Masonic Boom

"Crazy" "Oversensitive" "Feminazi" "Bitch" bloggin' bout pop music, linguistics and mental health issues

Monday, October 11, 2010

Hair Trigger

"Please don't confront me with my failures, I had not forgotten them" - Nico

I'm fairly aware of my faults. Sometimes only too painfully aware of them - and this is why I take negative criticism so harshly. Not because I have some internal image of myself as perfect which is shattered by criticism - but because I am constantly haunted (not necessarily in the "lie awake in the dark and weep for my sins" way, but close enough) by the knowledge of my own failures, my own flaws. I am often riddled with thoughtworms, whereby films of my own worst personal Waterloos play on endless repeat. If I take criticism poorly, it is not because I don't believe it - but because I overwhelmingly, unfailingly do.

Hence the blogging, the constant evaluation and reevaluation, the reframing, the attempts at owning my own experiences and reactions, trying to evaluate whether the constant stream of shit from both inside my head and the confirmations from the outside world are The Truth or distortion.

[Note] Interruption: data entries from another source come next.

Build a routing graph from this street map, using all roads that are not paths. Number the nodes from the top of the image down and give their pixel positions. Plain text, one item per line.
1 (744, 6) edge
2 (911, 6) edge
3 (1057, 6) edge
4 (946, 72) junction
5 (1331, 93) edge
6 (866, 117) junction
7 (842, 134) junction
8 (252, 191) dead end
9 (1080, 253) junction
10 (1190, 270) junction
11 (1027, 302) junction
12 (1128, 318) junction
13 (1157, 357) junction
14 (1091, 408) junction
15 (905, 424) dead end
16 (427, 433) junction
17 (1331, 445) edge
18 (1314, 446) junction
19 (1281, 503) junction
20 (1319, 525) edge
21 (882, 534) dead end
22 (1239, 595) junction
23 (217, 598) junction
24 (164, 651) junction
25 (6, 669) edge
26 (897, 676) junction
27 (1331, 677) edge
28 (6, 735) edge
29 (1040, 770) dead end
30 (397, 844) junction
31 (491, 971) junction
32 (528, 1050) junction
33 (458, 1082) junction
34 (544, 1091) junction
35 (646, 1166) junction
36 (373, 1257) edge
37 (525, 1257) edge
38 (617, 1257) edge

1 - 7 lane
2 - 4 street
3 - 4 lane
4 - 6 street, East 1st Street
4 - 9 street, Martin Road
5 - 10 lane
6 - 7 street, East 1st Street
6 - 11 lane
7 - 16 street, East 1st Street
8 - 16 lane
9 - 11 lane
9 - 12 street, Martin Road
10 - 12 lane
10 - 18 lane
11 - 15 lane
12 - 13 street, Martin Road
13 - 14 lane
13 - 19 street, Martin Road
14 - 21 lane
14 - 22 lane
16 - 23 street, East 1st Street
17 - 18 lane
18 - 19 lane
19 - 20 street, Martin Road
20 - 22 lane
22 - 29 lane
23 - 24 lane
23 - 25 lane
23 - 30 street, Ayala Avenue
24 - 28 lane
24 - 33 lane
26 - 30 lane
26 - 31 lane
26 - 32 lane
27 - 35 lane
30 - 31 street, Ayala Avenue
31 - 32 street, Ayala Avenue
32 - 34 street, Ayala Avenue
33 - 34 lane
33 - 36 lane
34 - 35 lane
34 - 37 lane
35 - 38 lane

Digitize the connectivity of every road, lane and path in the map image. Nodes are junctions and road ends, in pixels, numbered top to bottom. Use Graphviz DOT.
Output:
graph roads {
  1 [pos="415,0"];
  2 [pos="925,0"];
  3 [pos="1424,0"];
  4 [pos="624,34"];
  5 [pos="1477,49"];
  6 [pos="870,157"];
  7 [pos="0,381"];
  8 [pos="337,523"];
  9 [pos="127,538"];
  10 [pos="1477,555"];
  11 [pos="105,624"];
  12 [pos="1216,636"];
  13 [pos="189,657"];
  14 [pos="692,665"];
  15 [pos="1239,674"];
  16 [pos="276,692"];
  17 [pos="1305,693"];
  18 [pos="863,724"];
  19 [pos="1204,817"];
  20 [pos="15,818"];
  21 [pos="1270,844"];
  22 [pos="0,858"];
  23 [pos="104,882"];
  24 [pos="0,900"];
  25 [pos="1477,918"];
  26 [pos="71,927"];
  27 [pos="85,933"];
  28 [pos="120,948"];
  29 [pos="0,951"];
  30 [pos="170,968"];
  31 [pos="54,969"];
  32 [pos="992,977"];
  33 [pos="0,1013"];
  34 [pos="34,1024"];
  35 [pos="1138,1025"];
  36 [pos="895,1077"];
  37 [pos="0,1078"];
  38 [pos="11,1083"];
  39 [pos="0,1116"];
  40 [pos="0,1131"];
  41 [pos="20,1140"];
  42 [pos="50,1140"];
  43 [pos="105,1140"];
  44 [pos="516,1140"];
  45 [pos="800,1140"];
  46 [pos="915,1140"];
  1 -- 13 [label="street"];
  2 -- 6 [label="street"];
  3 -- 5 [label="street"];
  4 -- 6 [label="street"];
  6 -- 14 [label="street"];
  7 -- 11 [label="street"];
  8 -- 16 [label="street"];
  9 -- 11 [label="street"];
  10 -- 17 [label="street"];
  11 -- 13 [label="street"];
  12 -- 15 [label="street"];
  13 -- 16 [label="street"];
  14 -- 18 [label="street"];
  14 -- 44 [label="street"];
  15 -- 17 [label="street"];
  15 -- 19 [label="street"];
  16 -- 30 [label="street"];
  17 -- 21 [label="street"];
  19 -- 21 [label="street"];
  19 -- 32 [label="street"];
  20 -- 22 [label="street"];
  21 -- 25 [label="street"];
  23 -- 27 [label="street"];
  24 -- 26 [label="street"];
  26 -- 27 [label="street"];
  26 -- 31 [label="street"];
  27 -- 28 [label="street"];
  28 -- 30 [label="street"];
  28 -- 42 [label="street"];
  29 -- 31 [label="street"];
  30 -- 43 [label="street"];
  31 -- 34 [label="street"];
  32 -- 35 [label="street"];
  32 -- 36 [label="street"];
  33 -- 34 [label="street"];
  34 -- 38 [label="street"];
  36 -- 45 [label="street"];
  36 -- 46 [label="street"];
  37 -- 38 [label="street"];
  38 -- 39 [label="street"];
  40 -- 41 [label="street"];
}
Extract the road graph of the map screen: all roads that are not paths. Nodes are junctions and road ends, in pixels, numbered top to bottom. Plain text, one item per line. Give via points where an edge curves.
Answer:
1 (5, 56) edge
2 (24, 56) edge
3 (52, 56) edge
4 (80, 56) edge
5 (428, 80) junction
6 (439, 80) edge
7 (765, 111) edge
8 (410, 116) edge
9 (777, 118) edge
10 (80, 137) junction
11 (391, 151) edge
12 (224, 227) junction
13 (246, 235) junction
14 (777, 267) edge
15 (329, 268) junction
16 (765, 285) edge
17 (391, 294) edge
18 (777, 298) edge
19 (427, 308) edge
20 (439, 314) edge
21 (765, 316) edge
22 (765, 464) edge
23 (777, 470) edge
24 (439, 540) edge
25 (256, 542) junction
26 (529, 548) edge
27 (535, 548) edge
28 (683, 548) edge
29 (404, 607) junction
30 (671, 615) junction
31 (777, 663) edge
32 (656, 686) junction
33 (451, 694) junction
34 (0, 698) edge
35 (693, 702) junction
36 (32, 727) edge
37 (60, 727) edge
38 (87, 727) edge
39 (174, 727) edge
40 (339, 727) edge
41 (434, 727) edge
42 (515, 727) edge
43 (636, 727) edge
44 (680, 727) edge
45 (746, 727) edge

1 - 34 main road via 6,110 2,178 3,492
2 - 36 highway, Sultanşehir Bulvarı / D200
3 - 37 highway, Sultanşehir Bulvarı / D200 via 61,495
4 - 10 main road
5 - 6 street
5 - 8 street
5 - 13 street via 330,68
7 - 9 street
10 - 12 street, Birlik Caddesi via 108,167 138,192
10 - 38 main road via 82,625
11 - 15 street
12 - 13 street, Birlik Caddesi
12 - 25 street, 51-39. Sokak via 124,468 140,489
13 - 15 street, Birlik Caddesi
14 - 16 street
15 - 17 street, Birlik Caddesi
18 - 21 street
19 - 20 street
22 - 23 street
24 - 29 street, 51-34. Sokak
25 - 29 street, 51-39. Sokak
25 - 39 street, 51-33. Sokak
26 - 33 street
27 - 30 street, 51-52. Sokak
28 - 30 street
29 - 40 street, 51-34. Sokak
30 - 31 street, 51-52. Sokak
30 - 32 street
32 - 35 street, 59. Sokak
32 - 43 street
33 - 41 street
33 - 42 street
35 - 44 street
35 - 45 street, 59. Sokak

Because the overwhelming bulk of my experiences, getting dumped by friends, sacked from jobs, kicked off communities, etc. points to a preponderance of evidence that actually, yes, I *am* as shit as the negative internal monologue says I am.

And no, this blog isn't any exception.

The things that truly rankle - declarations of "OMG, you have such a hair trigger!" and the old classic "but you *are* so angry" and "you do lose your temper, are you surprised people portray you as a ranter, (even when you're being reasonable)?"

Compare and contrast that with assessments I do accept ("I'm starting to understand why you get upset so often" and "I'm not surprised that [Kate] comes across as slightly embattled sometimes the amount of yapping tools she gets on her back.") and a clearer picture emerges.

"Hair trigger" - really? I admit I'm not a patient person, and I do not suffer fools gladly. I do actually think I've improved on this score - but given the sheer volume of shit that gets lobbed at me when I stick my head over the parapet, I don't feel like I ever get any credit for it from people who have never put their head over a parapet in their life (or indeed, never *had* to). It's like...

First time: Ignore it, let it slide
Second time: Get slightly annoyed
Third time: Would you mind not doing that?
Fourth time: Shout for the moderator
Fifth time: LOSE MY TEMPER

^^^^does this kind of pattern really mean that I have a "hair trigger"?

Weirdly enough, it's the little shit that builds up the most. The big stuff, the out in the open stuff is usually obvious enough to actually dismiss, but it's the little constant, under the radar things, the stuff you'd miss if you were skimming a thread. Then again, it's confirmation bias. If you're alert to something, you tend to find it. People notice their own names, their own viewpoints far more obviously and quickly, especially when confronted with a large, quickly moving source of information. Unfortunately, this also means it's easier to spot negative comments directed at you, or your kind, and much easier to ignore or miss negativity aimed at other people or groups you are not a part of. (And this works both ways.)

If you lose your temper, you lose. And this has *always* reflected more negatively on women than on men. If you're a man who occasionally loses your temper, that makes you a bad-ass, a maverick, a straight-talker, a sharp-shooter, a hip young gunslinger. If you're a woman who occasionally loses your temper, that's it. You are unreliable, hysterical, a "bitch", irrational, emotional, and it means that people never ever have to take you, or your opinions seriously again. Anything you say, no matter how reasonably or friendly, will be dismissed as "ranting."

Yes, yes, that's me relapsing on the old "oh noes, it's because I'm a woman" "excuse" but again, it's the kind of subtle difference in the way the genders are treated that women (who are the focus of this kind of thing) notice and men gloss over, or write off as excuse making. Good old double bind again, isn't it?

I'm aware also, that the unceasing negativity about myself, as fed by all these experiences, is a big part of the reason that people dislike me. Double bind.

Criticism which is revealed by its very mechanism to be paradoxical. It was the classic ILX moment, really, at the exact moment a concern troll was trying to tell me "OMG, I really HATE that you are always going on about how much people dislike you, you are SUCH a drama queen!" and in the time it takes to compose a reply, BAM! "you have been suggest banned" - which means that actually, I'm not such a paranoid, that 51 people in a row have clicked a button saying "we dislike you enough to want you removed from this site."

Even paranoids have enemies. Angry people sometimes have a justified reason to be angry. I don't know what this blog is even trying to accomplish. A defense? Throwing my hands up and going "you're right, I am shit!" ? It doesn't change anything.